This is the second part of a commentary published earlier.
ICBMs remain out of the sight and the minds of most Americans, yet all the necessary military ingredients for Armageddon remain in place. And despite past presidential announcements that another Cuban missile crisis is “unthinkable,” it certainly remains possible.
It is naive to assume that we will never again be in a military confrontation with Russia — particularly when U.S./NATO forces and U.S. nuclear weapons remain stationed near Russian borders in Europe, and we continue to surround Russia with missile defense facilities in the face of military threats against these facilities from the Russian president and top Russian military leaders.
In March 2012, Russian Foreign Minister Sergei Lavrov wrote to one of us (in a personal letter), “One cannot help agreeing to the conclusion that the deployment of (a) missile defense system at the very borders of Russia, as well as upbuilding (the) system’s capabilities, increase the chance (that) any conventional military confrontation might promptly turn into a nuclear war.”
What happens if NATO collides with Russia somewhere in Georgia, Kaliningrad or perhaps Ukraine, shots are fired and Russia decides to carry out its threats to take out U.S./NATO missile defense installations? What happens if the U.S. should have a president who considers Russia to be America’s No. 1 geopolitical foe?
For many years, it has been standard Russian military planning to preemptively use nuclear weapons in any conflict where it would be faced with overwhelming military force — for example, against NATO. The Russians oddly call the policy nuclear “de-escalation,” but it would be better described as “limited nuclear escalation. It was developed and implemented after the U.S. broke its promise not to expand NATO eastward (following the reunification of Germany) and NATO bombed Serbian targets.

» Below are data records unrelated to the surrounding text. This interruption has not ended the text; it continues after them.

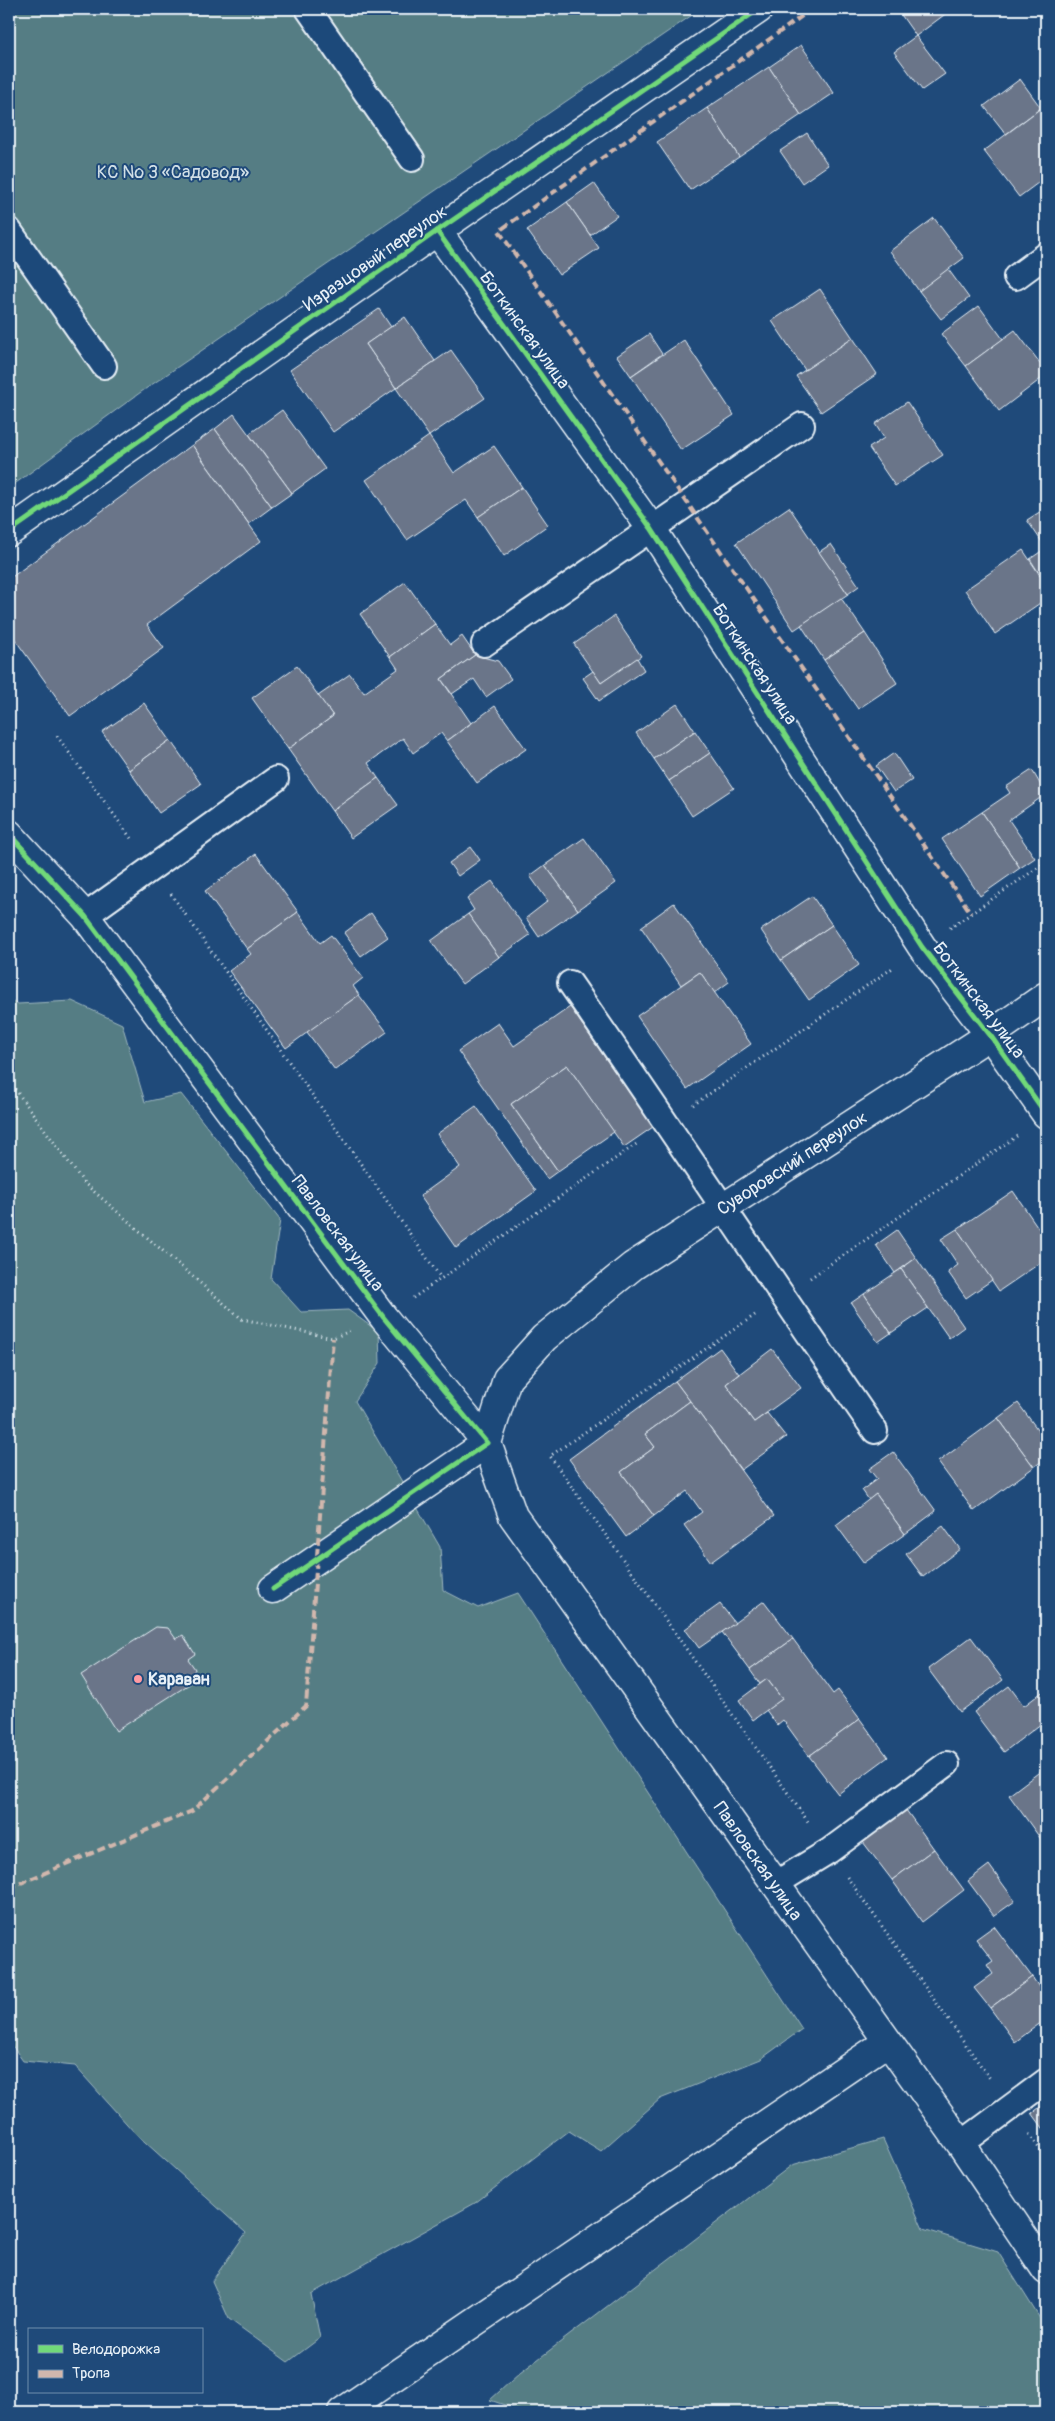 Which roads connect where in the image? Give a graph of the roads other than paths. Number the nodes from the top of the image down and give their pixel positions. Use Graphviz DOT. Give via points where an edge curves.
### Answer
graph roads {
  1 [pos="308,9"];
  2 [pos="759,9"];
  3 [pos="412,159"];
  4 [pos="9,230"];
  5 [pos="437,231"];
  6 [pos="1046,255"];
  7 [pos="1016,277"];
  8 [pos="104,366"];
  9 [pos="802,425"];
  10 [pos="651,528"];
  11 [pos="9,532"];
  12 [pos="484,644"];
  13 [pos="276,779"];
  14 [pos="9,834"];
  15 [pos="85,916"];
  16 [pos="570,983"];
  17 [pos="1046,996"];
  18 [pos="990,1035"];
  19 [pos="1046,1114"];
  20 [pos="723,1208"];
  21 [pos="875,1431"];
  22 [pos="487,1443"];
  23 [pos="273,1589"];
  24 [pos="947,1764"];
  25 [pos="775,1884"];
  26 [pos="887,2042"];
  27 [pos="1046,2081"];
  28 [pos="961,2144"];
  29 [pos="1046,2270"];
  30 [pos="342,2412"];
  1 -- 3 [label="lane"];
  2 -- 5 [label="street, Изразцовый переулок"];
  4 -- 8 [label="lane"];
  5 -- 10 [label="street, Боткинская улица"];
  5 -- 11 [label="street, Изразцовый переулок"];
  6 -- 7 [label="lane"];
  9 -- 10 [label="lane"];
  10 -- 12 [label="lane"];
  10 -- 18 [label="street, Боткинская улица" via="922,947"];
  13 -- 15 [label="lane"];
  14 -- 15 [label="street, Павловская улица"];
  15 -- 22 [label="street, Павловская улица" via="384,1318"];
  16 -- 20 [label="lane"];
  17 -- 18 [label="street, Суворовский переулок"];
  18 -- 19 [label="street, Боткинская улица"];
  18 -- 20 [label="street, Суворовский переулок"];
  20 -- 21 [label="lane"];
  20 -- 22 [label="street, Суворовский переулок" via="633,1266 544,1338 507,1379"];
  22 -- 23 [label="street"];
  22 -- 25 [label="street, Павловская улица" via="513,1516"];
  24 -- 25 [label="lane" via="829,1851"];
  25 -- 26 [label="street, Павловская улица"];
  26 -- 28 [label="street, Павловская улица"];
  26 -- 30 [label="street"];
  27 -- 28 [label="lane"];
  28 -- 29 [label="street, Павловская улица"];
}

The Russian “de-escalation” policy presumes that the use of nuclear weapons against the opposing side will cause them to back down; it is essentially a belief that it is possible to win a nuclear war through the “limited” use of nuclear weapons. But in the case of NATO, the war would be fought against another nuclear power.
Suppose that NATO responds instead with its U.S. tactical nuclear weapons now based in five European countries (Belgium, Germany, Italy, the Netherlands and Turkey)? Once an exchange of nuclear weapons takes place, what are the chances that the war will remain “limited”?
U.S. and Russian strategic war plans still contain large nuclear strike options with hundreds of preplanned targets, including cities and urban areas in each other’s nation. As long as launch-ready ICBMs exist, these plans can be carried out in less time than it takes to read this article. They are plans that spell disaster for both countries and for civilization.
Cooperation, rather than conflict, still remains possible. Lavrov writes, “Despite the growing hardship, we do not close the door either for continuing the dialogue with the U.S. and NATO on missile defense issues or for a practical cooperation in this field. In this respect, we find undoubtedly interesting the idea of a freeze on U.S./NATO deployments of missile defense facilities until the joint Russian-U.S. assessment of the threats is conducted.”
This could be an important step toward lowering U.S.-Russian tensions, which continue to revolve around their more-than-60-year nuclear confrontation. Ending this confrontation can prevent the next missile crisis. Another important step would be the elimination of first-strike ICBMs that continue to threaten the existence of our nation and the human race. This would increase the security of the American people, even if it were done unilaterally.
The U.S. and Russia remain obligated under terms of the Treaty on the Non-Proliferation of Nuclear Weapons to pursue negotiations in good faith on nuclear disarmament in all its aspects. Fifty years after the Cuban missile crisis, it is well past time to conclude these negotiations. No issue confronting humanity is more urgent than bringing such negotiations to a successful conclusion and moving rapidly to zero nuclear weapons.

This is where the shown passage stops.